Although Freight Spend usually makes up 5% to 10% of a company’s Sales, details of this important cost element are often unknown to manufacturers and besides that they often don’t have the tools at hand to control and improve these costs in a standardized yet flexible way

The information available often remains a high level figure without understanding the underlying cost drivers, the necessary data to understand the costs is coming from disconnected systems or even only from the Logistics Service Provider’s invoice.

When Freight Spend reduction programs are being initiated the first reflex is often to run a transport tender or try to squeeze the margins of incumbent logistic service providers.

As a result of these exercises lump sum savings on the basic freight costs are being calculated resulting in selecting a single service provider per service level or geographical area.

To reap the highest benefits from freight spend reduction exercises it is important to understand the specifics of your transport flows and have the flexibility to easily manage multiple transport partners in an efficient way using standardized processes. To obtain this level of transport intelligence and optimized processes, digitization of logistics is essential.
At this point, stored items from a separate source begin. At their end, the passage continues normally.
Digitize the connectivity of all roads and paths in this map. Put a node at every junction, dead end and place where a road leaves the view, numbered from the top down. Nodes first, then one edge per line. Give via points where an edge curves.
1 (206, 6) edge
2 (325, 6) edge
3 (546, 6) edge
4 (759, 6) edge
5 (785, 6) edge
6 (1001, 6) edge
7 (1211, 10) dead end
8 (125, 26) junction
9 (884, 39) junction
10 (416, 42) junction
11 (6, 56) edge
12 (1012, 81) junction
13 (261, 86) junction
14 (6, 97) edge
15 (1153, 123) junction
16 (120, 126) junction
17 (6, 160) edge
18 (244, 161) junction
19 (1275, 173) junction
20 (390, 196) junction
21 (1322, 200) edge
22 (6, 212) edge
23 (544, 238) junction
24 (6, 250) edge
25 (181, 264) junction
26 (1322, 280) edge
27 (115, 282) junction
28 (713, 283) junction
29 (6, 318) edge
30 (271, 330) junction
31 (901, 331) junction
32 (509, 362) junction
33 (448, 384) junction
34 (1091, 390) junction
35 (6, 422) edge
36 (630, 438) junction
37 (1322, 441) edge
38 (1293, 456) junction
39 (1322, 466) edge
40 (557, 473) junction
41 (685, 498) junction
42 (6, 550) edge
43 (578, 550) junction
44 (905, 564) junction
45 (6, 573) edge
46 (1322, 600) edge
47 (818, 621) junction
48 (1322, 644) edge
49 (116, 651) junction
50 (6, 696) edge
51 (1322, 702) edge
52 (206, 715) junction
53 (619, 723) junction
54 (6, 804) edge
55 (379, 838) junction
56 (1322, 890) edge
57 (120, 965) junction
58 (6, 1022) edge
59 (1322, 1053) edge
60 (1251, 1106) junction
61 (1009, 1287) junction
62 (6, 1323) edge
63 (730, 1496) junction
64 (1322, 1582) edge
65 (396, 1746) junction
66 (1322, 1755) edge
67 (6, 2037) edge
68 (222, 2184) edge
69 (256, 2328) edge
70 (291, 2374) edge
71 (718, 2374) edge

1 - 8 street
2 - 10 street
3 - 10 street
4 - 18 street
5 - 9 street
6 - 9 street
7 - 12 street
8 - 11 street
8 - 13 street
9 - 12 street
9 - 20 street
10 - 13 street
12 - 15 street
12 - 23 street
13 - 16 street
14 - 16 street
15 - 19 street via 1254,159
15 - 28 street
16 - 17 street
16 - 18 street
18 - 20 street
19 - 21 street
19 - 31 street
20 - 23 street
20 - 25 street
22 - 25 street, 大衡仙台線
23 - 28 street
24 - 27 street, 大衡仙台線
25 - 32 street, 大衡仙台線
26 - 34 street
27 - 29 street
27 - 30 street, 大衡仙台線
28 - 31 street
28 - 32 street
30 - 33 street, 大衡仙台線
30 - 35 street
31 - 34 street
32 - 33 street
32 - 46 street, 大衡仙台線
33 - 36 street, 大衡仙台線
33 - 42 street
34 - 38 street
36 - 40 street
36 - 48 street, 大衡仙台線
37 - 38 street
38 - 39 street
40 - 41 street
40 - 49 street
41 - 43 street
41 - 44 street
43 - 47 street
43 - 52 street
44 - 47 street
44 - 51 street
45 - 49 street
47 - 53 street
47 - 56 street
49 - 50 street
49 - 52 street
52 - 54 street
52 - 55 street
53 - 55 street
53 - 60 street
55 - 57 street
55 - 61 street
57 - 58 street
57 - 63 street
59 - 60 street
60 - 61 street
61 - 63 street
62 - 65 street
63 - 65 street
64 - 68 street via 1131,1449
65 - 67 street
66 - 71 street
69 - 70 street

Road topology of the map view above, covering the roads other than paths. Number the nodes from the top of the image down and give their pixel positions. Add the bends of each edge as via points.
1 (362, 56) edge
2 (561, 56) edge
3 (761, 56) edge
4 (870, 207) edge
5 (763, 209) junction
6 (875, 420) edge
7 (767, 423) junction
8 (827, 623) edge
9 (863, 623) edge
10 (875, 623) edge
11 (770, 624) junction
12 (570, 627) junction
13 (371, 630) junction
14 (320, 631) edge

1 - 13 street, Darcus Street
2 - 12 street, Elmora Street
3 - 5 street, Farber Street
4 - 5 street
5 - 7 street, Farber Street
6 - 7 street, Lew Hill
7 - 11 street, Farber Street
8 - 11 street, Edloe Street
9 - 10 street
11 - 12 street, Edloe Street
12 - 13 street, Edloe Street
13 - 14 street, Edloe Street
First of all it is important to understand the different cost elements and how they are being calculated: Freight rates, Fuel surcharges and accessorial charges. Since no carrier rate card is alike, a system needs to be capable of maintaining different rate  formats, multiple chargeable weight conversion factors and a range of configurable surcharges to be able to compare costs of different providers.

Most modern e-sourcing tools are able to do that and will give  a strategic overview to select main carriers and backup carriers but companies often limit themselves to one carrier per lane or region because managing multiple partners would be too complicated with the tools (often a rigid ERP or excel spreadsheets) they are using.

But if a system that is able to capture all tender results and store them in a powerful rate engine that is capable to calculate all the available rates for an order on the fly, while taking the specifics and constraints of the order, like transit times, weight and dimensions, temperature control or dangerous goods capability,  into account and present you with the available options or automatically select the best available rate and corresponding carrier, costs would be optimized on order level instead of country or product level and increases the savings potential enormously.

Of course the system must be able to communicate the order to all carriers in the same way and should be able to handle further communication and billing method in the same structured way for all partners to avoid that the freight spend reduction is being replaced by additional overhead to manage the increased number of used carriers.

This dynamic carrier selection might be a risk to volume discounts companies sometimes negotiate with transport companies, to avoid losing these discounts a system should be able to take allocation rules into account during the dynamic carrier selection process.

Technology can turn freight rate optimization into a day to day operational process instead of a once per year strategical exercise and will deliver actual results that are greater than the usual theoretical calculations.